◆ Work to be completed ◆
Without including any pictures, copy every line below exactly.

Collected data:

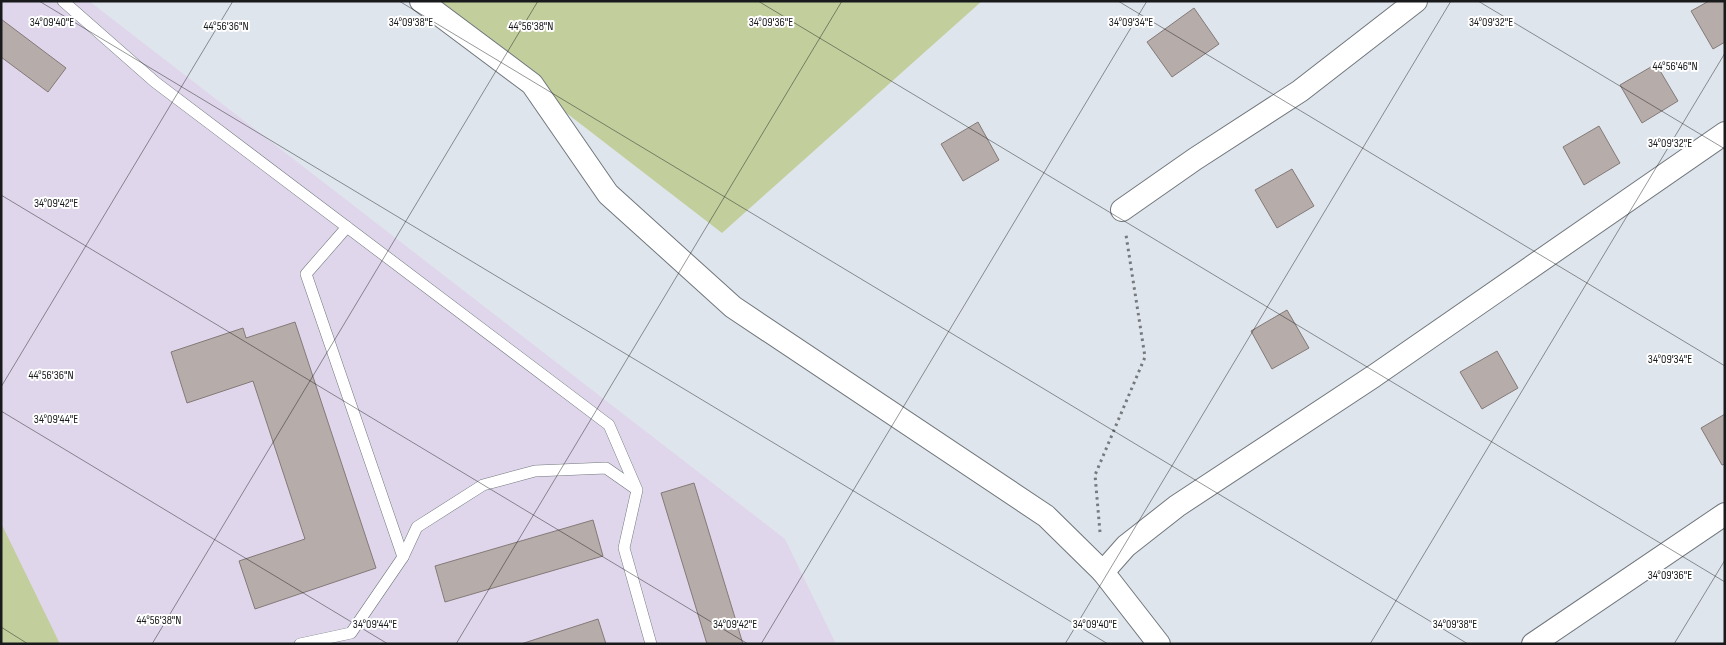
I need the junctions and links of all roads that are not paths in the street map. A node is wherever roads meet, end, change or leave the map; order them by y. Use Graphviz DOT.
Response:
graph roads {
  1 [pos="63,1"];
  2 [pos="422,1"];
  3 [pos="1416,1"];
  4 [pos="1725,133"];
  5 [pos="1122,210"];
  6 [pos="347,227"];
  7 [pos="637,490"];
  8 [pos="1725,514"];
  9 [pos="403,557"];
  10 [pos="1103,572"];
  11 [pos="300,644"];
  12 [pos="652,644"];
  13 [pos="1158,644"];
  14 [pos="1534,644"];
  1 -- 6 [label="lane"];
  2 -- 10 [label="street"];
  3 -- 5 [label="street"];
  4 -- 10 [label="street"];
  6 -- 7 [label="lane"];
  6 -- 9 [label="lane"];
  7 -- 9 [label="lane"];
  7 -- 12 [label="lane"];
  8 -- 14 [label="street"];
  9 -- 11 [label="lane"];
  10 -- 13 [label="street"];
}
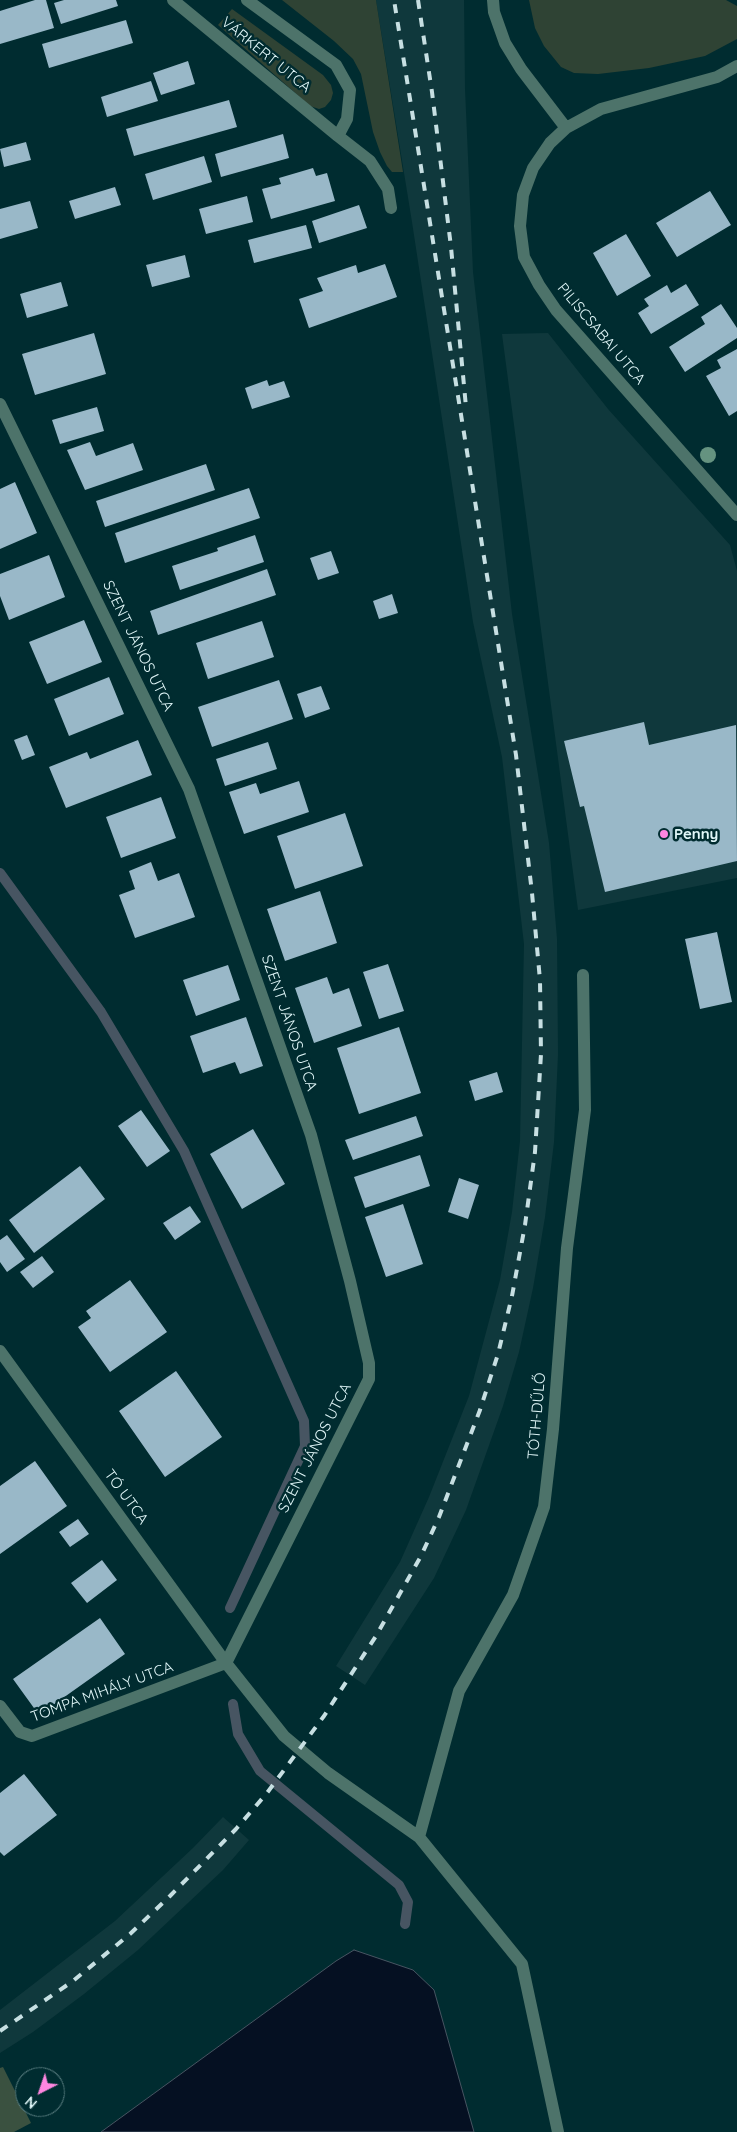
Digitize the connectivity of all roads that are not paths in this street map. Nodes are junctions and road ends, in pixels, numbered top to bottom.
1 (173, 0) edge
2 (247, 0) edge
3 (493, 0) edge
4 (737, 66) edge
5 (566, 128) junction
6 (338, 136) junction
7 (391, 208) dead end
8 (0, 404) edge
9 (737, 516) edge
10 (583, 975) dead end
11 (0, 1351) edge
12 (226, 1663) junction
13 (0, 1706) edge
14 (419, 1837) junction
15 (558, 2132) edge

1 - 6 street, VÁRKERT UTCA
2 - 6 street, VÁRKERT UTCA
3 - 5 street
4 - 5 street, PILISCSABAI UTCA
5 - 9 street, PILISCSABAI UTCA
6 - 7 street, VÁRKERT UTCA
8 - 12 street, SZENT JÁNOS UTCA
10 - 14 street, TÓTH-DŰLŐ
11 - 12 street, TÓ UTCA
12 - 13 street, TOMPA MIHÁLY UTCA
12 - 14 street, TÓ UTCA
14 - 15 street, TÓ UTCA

◆ Task response ◆
I need the junctions and links of all roads that are not paths in the street map. A node is wherever roads meet, end, change or leave the map; order them by y. Use Graphviz DOT.
Response:
graph roads {
  1 [pos="63,1"];
  2 [pos="422,1"];
  3 [pos="1416,1"];
  4 [pos="1725,133"];
  5 [pos="1122,210"];
  6 [pos="347,227"];
  7 [pos="637,490"];
  8 [pos="1725,514"];
  9 [pos="403,557"];
  10 [pos="1103,572"];
  11 [pos="300,644"];
  12 [pos="652,644"];
  13 [pos="1158,644"];
  14 [pos="1534,644"];
  1 -- 6 [label="lane"];
  2 -- 10 [label="street"];
  3 -- 5 [label="street"];
  4 -- 10 [label="street"];
  6 -- 7 [label="lane"];
  6 -- 9 [label="lane"];
  7 -- 9 [label="lane"];
  7 -- 12 [label="lane"];
  8 -- 14 [label="street"];
  9 -- 11 [label="lane"];
  10 -- 13 [label="street"];
}
Digitize the connectivity of all roads that are not paths in this street map. Nodes are junctions and road ends, in pixels, numbered top to bottom.
1 (173, 0) edge
2 (247, 0) edge
3 (493, 0) edge
4 (737, 66) edge
5 (566, 128) junction
6 (338, 136) junction
7 (391, 208) dead end
8 (0, 404) edge
9 (737, 516) edge
10 (583, 975) dead end
11 (0, 1351) edge
12 (226, 1663) junction
13 (0, 1706) edge
14 (419, 1837) junction
15 (558, 2132) edge

1 - 6 street, VÁRKERT UTCA
2 - 6 street, VÁRKERT UTCA
3 - 5 street
4 - 5 street, PILISCSABAI UTCA
5 - 9 street, PILISCSABAI UTCA
6 - 7 street, VÁRKERT UTCA
8 - 12 street, SZENT JÁNOS UTCA
10 - 14 street, TÓTH-DŰLŐ
11 - 12 street, TÓ UTCA
12 - 13 street, TOMPA MIHÁLY UTCA
12 - 14 street, TÓ UTCA
14 - 15 street, TÓ UTCA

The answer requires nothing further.